You are satisfied with the preprocessing results:  Continue through the remaining Assistant sections to complete training and testing the model. When you click the fit button, it will both fit that model as well as any preprocessing steps. When you save the main model (available in the experiments workflows) preprocessing models are saved as well.

You are not satisfied with the results of your preprocessing:  Try to remove the preprocessing step, modify the settings in the preprocessing step, or add more preprocessing steps to apply more data transformations. 
About the preprocessing algorithms
Choose the algorithm to best suit the preprocessing needs of your data. Refer to this list to guide your decision:
FieldSelector
The FieldSelector algorithm uses the scikitlearn GenericUnivariateSelect to select the best predictor fields based on univariate statistical tests.
KernelPCA
The KernelPCA algorithm uses the scikitlearn KernelPCA to reduce the number of fields by extracting uncorrelated new features out of data. It is strongly recommended to standardize fields using StandardScaler before using the KernelPCA method.
To reduce the number of dimensions, use the KernelPCA or PCA algorithms to increase performance. KernelPCA and PCA can also be used to reduce the number of dimensions for visualization purposes, for example, to project into 2D in order to display a scatterplot chart.
PCA
The PCA algorithm uses the scikitlearn PCA algorithm to reduce the number of fields by extracting new uncorrelated features out of the data. To reduce the number of dimensions, use the PCA or KernelPCA algorithms to increase performance. PCA and KernelPCA can also be used to reduce the number of dimensions for visualization purposes, for example, to project into 2D in order to display a scatterplot chart.
StandardScaler
The StandardScaler algorithm uses the scikitlearn StandardScaler algorithm to standardize the data fields by scaling their mean and standard deviation to 0 and 1, respectively.
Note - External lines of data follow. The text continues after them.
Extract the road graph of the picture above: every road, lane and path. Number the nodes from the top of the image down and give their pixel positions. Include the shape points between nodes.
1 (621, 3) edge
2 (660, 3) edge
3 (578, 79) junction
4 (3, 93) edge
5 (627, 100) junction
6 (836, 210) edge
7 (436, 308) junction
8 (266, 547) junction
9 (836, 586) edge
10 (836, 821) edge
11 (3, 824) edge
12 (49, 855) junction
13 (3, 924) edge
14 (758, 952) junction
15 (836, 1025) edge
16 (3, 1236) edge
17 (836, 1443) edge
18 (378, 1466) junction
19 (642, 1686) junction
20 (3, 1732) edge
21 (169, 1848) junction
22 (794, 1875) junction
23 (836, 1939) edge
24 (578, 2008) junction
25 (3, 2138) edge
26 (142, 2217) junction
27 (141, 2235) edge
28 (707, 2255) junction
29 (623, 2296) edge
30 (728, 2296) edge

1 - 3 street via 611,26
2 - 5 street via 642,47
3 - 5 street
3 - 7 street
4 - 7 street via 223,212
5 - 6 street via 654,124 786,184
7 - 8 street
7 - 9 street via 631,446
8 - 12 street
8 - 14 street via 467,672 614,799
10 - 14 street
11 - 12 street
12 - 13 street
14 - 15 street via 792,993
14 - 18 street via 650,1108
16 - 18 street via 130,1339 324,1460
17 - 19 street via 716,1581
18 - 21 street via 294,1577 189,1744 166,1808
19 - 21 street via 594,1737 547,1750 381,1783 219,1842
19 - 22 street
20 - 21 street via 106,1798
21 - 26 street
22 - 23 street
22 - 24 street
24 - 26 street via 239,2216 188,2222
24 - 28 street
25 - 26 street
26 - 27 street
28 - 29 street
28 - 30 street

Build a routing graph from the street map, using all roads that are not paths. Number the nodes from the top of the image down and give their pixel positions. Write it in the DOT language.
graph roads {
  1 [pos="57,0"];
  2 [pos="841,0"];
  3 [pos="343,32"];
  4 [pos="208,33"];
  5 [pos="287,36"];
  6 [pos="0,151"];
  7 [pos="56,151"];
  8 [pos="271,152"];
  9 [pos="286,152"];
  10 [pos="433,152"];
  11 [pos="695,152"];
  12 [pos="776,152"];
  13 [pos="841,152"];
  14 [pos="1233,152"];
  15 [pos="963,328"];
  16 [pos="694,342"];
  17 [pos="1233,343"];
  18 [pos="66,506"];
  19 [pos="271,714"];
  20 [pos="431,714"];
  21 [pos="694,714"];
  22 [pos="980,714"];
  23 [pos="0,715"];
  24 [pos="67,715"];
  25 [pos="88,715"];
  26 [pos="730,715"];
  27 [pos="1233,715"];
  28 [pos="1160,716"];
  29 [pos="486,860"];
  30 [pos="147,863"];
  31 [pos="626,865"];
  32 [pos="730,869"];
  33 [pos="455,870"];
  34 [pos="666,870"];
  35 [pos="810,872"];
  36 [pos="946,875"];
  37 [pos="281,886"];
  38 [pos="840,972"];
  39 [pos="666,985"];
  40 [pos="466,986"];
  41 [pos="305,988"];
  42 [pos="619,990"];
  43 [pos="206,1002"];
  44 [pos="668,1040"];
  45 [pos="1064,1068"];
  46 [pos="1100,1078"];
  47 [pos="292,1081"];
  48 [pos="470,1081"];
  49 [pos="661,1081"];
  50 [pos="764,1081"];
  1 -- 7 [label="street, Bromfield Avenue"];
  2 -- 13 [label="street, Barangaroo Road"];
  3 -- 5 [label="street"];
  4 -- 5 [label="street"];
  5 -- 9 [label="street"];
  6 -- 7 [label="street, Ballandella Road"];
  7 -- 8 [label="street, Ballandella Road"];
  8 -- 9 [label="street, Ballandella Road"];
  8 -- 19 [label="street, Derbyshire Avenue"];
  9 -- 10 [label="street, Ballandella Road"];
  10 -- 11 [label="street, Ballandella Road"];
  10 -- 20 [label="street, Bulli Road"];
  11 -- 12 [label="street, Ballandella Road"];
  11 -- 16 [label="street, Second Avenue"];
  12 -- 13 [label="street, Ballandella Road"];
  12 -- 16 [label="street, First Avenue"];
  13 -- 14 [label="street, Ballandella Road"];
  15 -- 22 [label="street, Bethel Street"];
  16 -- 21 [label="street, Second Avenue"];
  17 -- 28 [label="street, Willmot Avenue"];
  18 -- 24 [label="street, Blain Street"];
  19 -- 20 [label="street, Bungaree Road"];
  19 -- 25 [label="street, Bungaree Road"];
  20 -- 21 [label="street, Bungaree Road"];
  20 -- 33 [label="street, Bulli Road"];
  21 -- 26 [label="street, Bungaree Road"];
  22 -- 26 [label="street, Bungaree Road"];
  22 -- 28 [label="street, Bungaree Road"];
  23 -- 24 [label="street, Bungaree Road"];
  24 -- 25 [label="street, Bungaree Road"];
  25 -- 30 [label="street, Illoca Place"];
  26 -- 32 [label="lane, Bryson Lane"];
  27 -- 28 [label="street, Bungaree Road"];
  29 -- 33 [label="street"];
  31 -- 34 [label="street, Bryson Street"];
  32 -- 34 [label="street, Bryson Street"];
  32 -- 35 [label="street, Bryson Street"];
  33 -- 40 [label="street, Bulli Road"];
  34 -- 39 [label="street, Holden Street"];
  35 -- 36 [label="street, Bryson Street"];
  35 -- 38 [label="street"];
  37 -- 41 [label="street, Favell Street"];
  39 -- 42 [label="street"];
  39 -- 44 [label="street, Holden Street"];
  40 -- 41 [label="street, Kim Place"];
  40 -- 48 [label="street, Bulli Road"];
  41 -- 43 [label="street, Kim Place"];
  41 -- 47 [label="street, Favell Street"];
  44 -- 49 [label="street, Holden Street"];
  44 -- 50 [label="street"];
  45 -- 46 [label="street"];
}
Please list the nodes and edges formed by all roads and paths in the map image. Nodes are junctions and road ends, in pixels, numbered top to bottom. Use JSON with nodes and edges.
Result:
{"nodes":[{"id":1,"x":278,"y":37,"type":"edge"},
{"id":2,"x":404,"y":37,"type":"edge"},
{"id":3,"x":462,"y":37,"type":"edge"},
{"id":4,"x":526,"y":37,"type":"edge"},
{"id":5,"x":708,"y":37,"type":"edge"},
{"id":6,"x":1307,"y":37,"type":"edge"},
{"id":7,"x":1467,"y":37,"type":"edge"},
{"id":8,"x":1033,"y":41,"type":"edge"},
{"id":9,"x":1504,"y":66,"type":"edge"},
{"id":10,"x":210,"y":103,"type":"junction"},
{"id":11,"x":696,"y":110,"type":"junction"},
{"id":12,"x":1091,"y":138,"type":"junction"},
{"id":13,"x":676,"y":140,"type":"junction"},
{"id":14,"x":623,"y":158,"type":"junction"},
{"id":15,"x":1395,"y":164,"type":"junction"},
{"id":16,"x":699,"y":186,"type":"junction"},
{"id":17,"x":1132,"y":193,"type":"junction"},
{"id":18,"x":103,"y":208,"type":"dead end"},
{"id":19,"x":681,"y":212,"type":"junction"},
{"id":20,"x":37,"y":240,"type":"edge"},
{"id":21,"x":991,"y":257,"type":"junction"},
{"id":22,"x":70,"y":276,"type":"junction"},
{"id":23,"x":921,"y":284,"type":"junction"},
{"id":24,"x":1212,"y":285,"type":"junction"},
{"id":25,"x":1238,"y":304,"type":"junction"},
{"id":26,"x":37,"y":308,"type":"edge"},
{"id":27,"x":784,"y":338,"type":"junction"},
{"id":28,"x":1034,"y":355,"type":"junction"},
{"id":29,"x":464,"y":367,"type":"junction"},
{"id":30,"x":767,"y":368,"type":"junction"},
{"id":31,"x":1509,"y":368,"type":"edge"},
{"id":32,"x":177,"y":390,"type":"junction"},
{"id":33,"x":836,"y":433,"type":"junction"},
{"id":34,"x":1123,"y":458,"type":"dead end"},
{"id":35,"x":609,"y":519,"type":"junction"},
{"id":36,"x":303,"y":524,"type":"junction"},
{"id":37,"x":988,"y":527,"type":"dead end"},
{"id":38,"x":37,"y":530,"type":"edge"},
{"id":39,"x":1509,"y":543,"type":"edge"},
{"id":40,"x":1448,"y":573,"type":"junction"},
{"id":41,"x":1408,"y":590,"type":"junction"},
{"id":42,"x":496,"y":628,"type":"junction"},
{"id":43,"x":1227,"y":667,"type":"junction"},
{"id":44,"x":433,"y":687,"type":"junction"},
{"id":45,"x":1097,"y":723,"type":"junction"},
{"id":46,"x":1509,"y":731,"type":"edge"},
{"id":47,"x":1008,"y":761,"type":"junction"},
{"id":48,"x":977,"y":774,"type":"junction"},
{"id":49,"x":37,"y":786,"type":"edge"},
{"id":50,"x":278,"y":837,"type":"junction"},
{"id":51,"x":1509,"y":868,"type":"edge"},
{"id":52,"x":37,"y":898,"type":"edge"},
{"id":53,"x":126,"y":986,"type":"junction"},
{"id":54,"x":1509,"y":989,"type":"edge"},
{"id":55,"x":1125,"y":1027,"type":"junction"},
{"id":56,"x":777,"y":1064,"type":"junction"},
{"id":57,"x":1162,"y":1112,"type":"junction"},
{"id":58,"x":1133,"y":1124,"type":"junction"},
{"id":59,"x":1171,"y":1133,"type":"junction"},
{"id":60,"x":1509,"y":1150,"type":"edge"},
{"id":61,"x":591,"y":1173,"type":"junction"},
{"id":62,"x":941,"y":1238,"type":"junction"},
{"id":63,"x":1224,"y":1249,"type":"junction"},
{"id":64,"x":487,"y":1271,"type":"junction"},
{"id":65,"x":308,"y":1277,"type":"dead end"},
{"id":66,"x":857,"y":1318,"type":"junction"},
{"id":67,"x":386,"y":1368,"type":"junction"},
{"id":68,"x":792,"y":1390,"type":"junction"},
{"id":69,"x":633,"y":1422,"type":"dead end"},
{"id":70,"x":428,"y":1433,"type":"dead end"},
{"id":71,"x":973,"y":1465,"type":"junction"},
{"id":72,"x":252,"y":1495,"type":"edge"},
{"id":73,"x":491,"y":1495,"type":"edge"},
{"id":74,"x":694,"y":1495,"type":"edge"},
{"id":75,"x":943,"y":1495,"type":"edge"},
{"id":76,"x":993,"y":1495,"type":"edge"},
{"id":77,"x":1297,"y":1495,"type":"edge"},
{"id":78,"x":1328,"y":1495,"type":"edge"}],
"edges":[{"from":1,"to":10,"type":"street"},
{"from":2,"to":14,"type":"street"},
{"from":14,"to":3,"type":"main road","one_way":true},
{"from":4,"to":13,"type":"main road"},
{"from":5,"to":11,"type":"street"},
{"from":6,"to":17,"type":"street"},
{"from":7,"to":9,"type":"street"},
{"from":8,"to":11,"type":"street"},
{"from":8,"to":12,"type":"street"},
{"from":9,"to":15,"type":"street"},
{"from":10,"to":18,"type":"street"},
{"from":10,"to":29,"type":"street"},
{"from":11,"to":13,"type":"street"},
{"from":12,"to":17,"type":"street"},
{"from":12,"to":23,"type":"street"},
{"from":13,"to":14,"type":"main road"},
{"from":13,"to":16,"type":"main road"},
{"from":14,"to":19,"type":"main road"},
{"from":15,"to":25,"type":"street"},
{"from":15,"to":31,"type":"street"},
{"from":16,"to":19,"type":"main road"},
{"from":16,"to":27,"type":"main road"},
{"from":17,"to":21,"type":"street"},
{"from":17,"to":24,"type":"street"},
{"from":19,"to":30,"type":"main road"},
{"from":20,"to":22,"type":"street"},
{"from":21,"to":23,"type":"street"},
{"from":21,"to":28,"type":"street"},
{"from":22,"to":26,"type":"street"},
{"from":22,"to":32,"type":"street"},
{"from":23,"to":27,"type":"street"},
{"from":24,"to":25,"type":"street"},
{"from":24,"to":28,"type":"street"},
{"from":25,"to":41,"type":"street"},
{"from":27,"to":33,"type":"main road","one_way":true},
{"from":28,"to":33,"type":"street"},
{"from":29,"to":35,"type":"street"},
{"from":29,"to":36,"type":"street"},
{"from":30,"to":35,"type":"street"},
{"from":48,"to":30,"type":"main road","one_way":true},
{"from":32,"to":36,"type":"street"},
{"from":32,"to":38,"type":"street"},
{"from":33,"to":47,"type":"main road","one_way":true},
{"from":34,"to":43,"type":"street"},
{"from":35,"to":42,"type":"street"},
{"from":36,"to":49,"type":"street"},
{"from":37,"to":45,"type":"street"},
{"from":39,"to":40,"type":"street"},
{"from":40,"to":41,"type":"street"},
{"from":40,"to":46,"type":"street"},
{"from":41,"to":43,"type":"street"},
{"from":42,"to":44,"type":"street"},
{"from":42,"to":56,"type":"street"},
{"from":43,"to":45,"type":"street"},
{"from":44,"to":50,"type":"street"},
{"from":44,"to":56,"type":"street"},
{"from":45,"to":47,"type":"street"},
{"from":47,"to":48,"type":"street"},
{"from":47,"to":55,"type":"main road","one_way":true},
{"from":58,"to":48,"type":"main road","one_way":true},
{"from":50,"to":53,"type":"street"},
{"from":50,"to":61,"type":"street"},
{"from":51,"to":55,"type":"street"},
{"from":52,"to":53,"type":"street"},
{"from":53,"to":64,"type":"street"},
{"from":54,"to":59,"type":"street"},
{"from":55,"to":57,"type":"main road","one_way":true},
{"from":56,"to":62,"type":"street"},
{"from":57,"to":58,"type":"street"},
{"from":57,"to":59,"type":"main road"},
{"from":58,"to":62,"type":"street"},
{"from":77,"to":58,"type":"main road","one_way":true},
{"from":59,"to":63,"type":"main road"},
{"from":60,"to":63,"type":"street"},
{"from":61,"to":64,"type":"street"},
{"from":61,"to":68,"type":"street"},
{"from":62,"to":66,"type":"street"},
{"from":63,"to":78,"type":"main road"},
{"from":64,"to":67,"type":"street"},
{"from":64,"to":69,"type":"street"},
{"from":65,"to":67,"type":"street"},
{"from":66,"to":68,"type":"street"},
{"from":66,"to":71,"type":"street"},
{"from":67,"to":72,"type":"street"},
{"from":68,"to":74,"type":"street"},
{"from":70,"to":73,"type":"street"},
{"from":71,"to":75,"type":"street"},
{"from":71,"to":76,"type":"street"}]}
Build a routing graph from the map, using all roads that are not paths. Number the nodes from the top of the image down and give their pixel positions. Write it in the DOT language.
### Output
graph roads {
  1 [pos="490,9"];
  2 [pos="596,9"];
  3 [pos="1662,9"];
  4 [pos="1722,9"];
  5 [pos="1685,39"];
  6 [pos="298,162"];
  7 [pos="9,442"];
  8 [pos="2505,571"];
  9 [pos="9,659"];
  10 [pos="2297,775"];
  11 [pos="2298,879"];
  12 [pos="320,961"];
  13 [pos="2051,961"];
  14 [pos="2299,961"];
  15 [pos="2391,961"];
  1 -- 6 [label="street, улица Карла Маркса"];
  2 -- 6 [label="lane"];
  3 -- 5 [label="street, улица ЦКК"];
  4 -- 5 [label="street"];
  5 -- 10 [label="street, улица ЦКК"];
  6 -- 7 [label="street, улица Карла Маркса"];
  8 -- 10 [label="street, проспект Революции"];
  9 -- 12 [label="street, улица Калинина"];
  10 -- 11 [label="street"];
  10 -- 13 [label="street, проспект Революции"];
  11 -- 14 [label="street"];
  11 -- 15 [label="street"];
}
This standardization helps to avoid dominance of one or more fields over others in subsequent machine learning algorithms.
StandardScaler is useful when the fields have very different scales. StandardScaler standardizes numeric fields by centering about the mean, rescaling to have a standard deviation of one, or both.
TFIDF
The TFIDF algorithm converts raw text into numeric fields, making it possible to use that data with other machine learning algorithms. The TFIDF algorithm selects Ngrams, which are groups of N consecutive string (or term), from fields containing freeform text and converts them into numeric fields amenable to machine learning. For example, running TFIDF on a field containing email Subjects might select the bigram 'project proposal' and create a field indicating the weighted frequency of that bigram in each Subject.
Fields specific to each preprocessing algorithm
Each of the preprocessing algorithms has its own unique fields and field order. Within the MLTK, hover over any field to see more information, or review content below.
FieldSelector
 Select the field to predict: Make a single selection from the dropdown menu.
 Select the predictor fields: Click to choose one at a time, or choose to select all.
 Type: Select categorical or numeric as the field to predict.
 Mode: Select the mode for field selection.
 Percentile: Select a percentage of fields with the highest scores.
 Kbest: Select the K fields with the highest scores.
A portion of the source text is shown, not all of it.